When it comes to level and type of detail, again I'd say it's a matter of preference. What one person considers fabulous detail is what another person considers clutter. Obviously the type and level of detail in The Phobos Directive do not appeal to some here, and will likely not appeal to others who play the game. For my part, I am quite satisfied with them.

In the matter of "room" design, I'd have to take some exception with comments such as "obvious rectangular prism shaped rooms and ... just some kinda C-shaped room" and "big, very simple-looking rooms". While I really liked the comparison pic that 40oz used, the theme and style of The Phobos Directive relies on a more straighforward (and, yes, simple) layout.

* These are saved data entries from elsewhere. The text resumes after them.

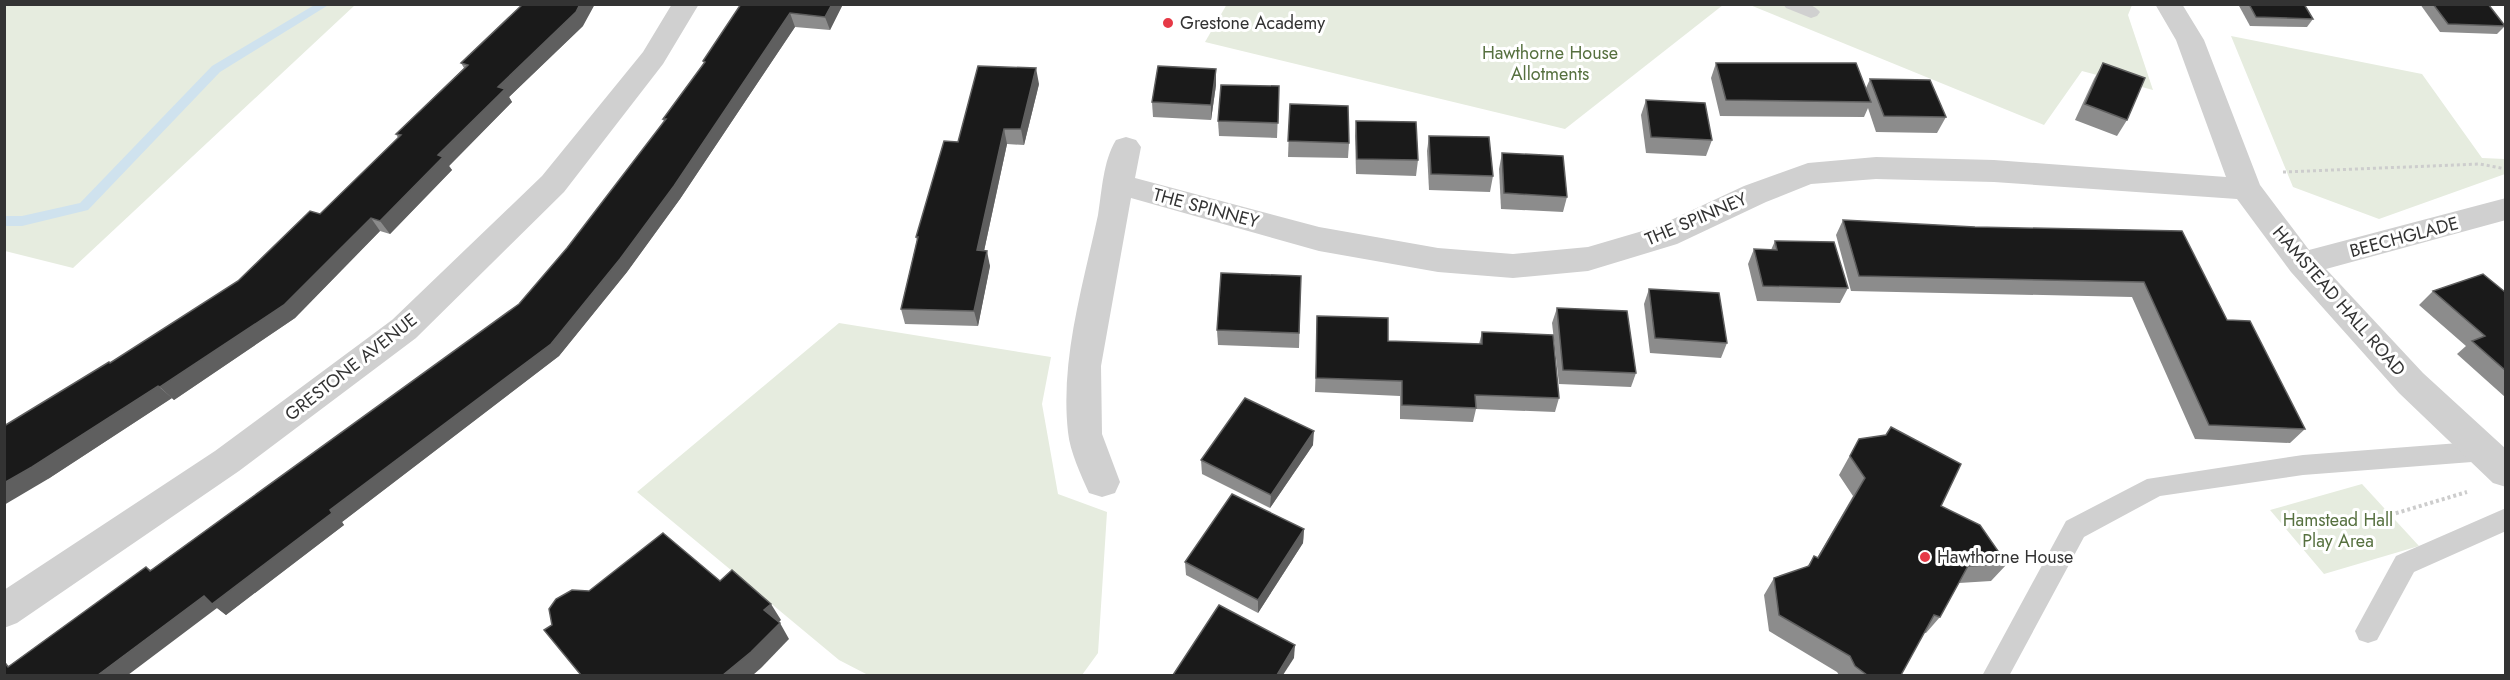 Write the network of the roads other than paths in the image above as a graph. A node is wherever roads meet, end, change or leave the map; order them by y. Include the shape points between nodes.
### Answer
1 (686, 4) edge
2 (1792, 4) edge
3 (2168, 4) edge
4 (1812, 12) dead end
5 (1126, 147) dead end
6 (2243, 182) junction
7 (1118, 184) junction
8 (2505, 209) edge
9 (2302, 264) junction
10 (2495, 462) edge
11 (1102, 482) dead end
12 (2505, 519) edge
13 (4, 611) edge
14 (2368, 631) dead end
15 (1995, 675) edge

1 - 13 street, GRESTONE AVENUE via 653,58 553,184 404,329 227,461
2 - 4 lane
3 - 6 street, HAMSTEAD HALL ROAD via 2190,40
5 - 7 street
6 - 7 street, THE SPINNEY via 1876,168 1808,174 1666,236 1588,260 1513,267 1438,260 1319,239
6 - 9 street, HAMSTEAD HALL ROAD
7 - 11 street via 1084,366 1084,434
8 - 9 street, BEECHGLADE
9 - 10 street, HAMSTEAD HALL ROAD via 2411,383
10 - 15 lane via 2303,465 2156,486 2075,529
12 - 14 lane via 2405,564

However, to illustrate that the maps are more than a bunch of rectangular rooms thrown together and connected by corridors, I've put up the following pics of some map layouts:

Map E1M1
Map E1M5
Map E1M6

Moreover, who's to say that rectangular-shaped rooms can never be appealing, eh?

In the matter of texture alignment, let me point out the following:

1. In the case of the STARTAN3 texture shown here, the top/bottom appears cut off because of the 64-unit vertical offset required for that section of wall. This is part of a contiguous wall that extends into another sector with different floor/ceiling heights. Even with the use of a transitional texture (such as DOORTRAK) between the sectors, the textures look horribly misaligned unless the vertical offset is applied.
2. In the case of the COMPSPAN textures shown in this pic the linedefs to which most of those textures have been applied do not have lengths in multiples of 32. In some instances I've manually aligned the textures to get them looking right, and the angle of the pic prevents this from being seen. In other instances the length of the linedef is greater than 32 and the "joint" is going to be visible somewhere.
3. In the case of the numerous "instances" that esselfortium has highighted with yellow arrows, all I can say is: "Are you serious?" Most of them are not misalignments of any kind, and the so-called "panel/bar cutoffs that clash badly" are purely opinions. In other words, they appear to be mostly nitpicks. I have, as always, been quite meticulous in texture alignment. In some instances I've chosen to use auto-alignment in favor of other, less visually appealing alternatives. I assure you that the texture alignment would look worse without the auto-alignment. [However, I agree that there may be ways to insert transition textures that may alleviate the obvious signs of auto-alignment.]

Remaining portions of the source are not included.